**Source material**
******************************
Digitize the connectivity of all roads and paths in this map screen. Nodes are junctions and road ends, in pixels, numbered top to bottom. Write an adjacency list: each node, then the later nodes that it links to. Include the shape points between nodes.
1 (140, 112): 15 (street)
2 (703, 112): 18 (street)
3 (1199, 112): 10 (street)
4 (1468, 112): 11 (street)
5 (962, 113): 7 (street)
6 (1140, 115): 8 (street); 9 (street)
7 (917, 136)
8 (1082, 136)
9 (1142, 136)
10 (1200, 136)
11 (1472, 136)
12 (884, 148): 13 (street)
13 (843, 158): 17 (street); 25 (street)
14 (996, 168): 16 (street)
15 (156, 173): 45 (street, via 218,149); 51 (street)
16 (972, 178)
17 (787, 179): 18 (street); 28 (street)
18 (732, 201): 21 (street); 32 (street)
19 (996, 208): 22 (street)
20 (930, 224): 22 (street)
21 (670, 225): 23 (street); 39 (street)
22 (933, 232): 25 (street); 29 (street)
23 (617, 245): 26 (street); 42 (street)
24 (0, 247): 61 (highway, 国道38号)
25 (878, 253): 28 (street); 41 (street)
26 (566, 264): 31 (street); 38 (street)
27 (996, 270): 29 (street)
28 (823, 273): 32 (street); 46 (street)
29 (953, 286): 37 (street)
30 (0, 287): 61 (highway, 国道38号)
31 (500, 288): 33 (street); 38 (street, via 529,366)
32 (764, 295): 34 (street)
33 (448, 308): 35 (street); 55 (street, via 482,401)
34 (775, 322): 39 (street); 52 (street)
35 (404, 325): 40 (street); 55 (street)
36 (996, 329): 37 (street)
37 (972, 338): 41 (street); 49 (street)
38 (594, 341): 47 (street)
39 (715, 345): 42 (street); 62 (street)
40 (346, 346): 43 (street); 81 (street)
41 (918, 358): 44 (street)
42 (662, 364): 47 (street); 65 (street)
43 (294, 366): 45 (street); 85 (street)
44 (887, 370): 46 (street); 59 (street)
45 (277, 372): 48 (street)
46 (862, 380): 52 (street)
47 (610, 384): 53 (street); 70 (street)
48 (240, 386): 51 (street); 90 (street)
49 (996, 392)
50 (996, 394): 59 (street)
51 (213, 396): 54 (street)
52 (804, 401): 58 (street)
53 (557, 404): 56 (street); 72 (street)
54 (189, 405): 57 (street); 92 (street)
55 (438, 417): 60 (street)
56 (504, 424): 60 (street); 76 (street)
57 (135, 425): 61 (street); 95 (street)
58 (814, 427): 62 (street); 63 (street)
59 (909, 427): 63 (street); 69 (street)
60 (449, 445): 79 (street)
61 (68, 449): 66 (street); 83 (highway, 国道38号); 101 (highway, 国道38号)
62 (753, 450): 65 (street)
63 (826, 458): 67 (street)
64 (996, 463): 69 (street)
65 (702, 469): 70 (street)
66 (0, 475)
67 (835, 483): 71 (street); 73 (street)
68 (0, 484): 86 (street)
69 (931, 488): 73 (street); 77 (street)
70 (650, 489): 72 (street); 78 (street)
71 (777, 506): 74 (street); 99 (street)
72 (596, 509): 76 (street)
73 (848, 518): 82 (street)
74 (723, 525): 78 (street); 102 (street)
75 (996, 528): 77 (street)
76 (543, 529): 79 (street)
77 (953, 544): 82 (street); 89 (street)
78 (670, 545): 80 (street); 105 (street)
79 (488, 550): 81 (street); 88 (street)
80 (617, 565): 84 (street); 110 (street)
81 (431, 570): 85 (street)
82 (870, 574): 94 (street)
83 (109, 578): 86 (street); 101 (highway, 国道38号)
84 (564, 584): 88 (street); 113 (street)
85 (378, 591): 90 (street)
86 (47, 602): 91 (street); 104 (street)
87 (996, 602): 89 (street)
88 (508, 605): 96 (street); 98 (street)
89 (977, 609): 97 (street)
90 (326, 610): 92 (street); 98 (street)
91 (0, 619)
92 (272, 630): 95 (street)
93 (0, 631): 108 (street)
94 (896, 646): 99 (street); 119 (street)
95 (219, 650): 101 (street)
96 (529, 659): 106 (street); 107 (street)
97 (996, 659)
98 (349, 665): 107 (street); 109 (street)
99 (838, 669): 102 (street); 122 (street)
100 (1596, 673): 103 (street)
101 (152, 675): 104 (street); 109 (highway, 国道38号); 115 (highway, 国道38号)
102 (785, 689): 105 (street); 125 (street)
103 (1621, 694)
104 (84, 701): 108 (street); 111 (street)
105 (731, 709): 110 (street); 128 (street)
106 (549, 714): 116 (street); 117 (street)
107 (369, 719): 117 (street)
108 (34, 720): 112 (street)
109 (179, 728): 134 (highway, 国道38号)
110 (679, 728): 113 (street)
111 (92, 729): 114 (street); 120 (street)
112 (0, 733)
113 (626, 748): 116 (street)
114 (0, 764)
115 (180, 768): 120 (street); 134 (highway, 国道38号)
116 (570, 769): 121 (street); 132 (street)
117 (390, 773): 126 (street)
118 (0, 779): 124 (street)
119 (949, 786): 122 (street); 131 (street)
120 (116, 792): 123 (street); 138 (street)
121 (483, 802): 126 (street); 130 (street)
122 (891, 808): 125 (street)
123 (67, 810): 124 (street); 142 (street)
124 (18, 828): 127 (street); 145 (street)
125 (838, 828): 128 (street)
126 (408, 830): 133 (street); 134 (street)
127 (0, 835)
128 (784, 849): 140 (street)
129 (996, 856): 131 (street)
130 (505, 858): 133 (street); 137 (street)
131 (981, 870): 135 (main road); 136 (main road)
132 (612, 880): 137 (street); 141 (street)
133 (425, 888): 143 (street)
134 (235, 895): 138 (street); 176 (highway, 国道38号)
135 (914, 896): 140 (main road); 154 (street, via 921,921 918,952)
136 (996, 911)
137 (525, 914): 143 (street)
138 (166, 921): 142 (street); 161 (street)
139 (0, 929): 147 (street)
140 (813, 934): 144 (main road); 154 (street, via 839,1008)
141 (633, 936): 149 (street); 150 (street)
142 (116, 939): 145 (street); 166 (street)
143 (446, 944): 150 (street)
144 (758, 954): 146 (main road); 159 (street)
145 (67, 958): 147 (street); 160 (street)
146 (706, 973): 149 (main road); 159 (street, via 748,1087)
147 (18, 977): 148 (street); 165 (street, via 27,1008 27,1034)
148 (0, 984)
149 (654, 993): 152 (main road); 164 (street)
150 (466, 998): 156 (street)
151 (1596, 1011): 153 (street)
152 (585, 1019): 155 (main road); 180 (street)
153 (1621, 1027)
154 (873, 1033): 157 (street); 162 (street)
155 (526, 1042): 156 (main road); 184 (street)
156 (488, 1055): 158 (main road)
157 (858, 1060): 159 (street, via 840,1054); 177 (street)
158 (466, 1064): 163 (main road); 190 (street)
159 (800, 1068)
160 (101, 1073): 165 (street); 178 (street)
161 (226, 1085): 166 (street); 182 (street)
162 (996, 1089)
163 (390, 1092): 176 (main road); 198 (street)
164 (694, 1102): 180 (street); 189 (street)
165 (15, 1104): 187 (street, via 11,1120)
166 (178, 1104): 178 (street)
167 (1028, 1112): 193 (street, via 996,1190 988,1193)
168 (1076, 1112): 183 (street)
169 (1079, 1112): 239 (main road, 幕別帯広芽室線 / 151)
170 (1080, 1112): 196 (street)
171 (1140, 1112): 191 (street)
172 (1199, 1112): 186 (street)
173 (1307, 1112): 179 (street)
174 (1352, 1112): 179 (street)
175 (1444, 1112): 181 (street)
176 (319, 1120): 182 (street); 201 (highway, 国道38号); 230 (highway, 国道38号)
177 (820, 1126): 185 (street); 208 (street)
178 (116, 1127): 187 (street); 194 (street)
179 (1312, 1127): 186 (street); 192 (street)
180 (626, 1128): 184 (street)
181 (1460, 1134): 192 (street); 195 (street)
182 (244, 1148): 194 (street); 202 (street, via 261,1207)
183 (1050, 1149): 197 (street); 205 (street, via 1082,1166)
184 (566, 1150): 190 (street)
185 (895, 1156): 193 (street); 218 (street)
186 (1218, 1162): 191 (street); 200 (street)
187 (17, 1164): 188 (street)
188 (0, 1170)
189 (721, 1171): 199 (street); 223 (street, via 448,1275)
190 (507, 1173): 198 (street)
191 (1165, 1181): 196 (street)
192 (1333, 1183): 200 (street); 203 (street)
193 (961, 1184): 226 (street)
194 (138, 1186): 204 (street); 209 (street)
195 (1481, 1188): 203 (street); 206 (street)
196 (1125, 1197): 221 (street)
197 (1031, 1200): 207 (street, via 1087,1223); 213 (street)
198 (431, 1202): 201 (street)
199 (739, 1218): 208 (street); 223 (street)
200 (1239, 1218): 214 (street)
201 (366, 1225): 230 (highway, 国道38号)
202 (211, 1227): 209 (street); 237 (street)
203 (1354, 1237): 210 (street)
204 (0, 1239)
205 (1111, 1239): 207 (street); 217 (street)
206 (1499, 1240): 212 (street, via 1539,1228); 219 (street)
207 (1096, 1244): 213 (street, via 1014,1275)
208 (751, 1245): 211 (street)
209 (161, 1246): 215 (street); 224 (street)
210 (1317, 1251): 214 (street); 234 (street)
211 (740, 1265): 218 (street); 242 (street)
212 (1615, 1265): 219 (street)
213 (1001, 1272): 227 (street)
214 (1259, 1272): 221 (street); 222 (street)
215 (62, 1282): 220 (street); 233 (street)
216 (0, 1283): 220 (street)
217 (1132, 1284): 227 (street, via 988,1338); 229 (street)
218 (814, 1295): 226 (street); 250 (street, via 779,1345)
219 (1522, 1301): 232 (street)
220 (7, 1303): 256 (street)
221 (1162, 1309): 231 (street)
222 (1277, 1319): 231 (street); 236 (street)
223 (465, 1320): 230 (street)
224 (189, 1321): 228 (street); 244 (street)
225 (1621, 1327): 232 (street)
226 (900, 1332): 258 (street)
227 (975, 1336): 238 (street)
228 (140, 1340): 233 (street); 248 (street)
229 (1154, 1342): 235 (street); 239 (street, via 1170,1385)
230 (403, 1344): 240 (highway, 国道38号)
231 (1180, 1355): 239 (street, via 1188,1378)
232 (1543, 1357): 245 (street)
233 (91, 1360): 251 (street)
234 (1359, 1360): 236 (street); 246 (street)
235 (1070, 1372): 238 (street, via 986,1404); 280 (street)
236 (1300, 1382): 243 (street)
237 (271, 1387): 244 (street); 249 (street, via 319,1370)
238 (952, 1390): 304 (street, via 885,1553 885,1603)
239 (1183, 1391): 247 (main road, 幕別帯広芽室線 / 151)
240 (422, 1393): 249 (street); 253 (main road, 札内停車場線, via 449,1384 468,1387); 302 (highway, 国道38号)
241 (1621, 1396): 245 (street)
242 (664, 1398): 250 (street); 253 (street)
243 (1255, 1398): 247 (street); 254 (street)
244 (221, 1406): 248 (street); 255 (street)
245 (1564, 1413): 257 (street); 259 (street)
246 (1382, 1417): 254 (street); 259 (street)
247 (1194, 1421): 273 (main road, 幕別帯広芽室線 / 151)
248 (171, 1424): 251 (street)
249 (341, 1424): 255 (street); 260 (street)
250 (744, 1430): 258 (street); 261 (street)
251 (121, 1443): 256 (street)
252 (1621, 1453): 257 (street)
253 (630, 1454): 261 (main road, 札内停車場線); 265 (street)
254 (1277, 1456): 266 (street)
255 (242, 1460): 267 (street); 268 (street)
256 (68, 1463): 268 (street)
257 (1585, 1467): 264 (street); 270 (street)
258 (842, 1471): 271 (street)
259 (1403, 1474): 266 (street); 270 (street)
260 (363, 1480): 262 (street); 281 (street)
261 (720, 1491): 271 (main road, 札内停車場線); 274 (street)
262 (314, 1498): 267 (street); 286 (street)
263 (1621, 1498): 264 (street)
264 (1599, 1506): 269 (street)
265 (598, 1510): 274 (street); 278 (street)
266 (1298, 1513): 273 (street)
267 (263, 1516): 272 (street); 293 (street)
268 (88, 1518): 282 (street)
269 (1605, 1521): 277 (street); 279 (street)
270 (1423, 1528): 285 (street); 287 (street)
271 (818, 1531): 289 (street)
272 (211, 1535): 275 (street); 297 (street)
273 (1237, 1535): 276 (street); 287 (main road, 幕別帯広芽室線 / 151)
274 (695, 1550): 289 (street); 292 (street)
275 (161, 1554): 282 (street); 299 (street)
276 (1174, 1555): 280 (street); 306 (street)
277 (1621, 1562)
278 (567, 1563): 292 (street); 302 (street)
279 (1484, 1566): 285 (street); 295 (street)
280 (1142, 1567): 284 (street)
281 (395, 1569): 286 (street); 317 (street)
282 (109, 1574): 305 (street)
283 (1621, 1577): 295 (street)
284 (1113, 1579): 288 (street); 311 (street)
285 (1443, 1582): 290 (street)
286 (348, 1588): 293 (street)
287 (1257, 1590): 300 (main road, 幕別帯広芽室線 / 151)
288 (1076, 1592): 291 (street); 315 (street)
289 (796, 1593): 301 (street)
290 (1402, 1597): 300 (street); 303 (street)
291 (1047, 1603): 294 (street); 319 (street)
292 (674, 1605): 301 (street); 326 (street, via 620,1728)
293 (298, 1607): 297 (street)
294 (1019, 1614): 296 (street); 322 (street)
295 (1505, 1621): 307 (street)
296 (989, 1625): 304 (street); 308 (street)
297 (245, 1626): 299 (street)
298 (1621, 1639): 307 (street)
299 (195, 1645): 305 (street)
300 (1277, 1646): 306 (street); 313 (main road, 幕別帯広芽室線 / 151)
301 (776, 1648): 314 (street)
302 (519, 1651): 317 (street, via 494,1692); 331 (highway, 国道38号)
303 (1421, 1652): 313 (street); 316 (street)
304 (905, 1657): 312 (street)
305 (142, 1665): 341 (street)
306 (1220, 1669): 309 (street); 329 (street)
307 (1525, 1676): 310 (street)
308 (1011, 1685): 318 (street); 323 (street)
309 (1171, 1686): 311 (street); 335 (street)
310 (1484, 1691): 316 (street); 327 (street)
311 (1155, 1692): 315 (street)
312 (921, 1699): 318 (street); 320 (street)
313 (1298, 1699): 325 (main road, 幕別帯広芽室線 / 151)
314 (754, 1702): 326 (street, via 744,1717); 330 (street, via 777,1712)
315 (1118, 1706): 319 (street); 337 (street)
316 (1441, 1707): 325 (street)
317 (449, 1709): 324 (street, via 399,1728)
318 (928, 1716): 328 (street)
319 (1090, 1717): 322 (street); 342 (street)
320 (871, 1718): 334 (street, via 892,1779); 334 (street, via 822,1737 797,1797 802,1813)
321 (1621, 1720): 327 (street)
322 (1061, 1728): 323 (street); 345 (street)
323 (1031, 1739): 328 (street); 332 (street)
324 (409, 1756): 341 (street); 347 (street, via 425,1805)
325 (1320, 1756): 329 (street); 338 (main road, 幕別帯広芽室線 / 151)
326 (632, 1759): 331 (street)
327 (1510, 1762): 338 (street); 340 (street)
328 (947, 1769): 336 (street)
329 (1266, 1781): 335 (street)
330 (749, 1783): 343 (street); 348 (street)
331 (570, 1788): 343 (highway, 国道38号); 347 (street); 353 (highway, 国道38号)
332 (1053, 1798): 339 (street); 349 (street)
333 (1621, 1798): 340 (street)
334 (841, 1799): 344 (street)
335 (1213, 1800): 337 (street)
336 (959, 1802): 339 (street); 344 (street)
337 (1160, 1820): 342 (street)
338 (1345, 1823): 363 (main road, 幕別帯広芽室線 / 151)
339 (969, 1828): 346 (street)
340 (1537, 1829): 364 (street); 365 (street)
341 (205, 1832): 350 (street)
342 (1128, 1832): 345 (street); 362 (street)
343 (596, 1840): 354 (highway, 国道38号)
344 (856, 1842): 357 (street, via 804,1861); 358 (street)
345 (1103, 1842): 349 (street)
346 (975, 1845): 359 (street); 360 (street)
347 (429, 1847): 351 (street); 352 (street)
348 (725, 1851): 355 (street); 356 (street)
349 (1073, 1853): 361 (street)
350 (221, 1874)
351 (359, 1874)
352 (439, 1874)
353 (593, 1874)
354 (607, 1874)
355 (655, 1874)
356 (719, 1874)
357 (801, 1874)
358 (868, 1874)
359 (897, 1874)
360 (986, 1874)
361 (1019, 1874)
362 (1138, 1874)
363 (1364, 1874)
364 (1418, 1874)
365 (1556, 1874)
******************************
**Problem to solve**
List every line from the entries above in which "札内停車場線" appears.

**Response to this task**
240 (422, 1393): 249 (street); 253 (main road, 札内停車場線, via 449,1384 468,1387); 302 (highway, 国道38号)
253 (630, 1454): 261 (main road, 札内停車場線); 265 (street)
261 (720, 1491): 271 (main road, 札内停車場線); 274 (street)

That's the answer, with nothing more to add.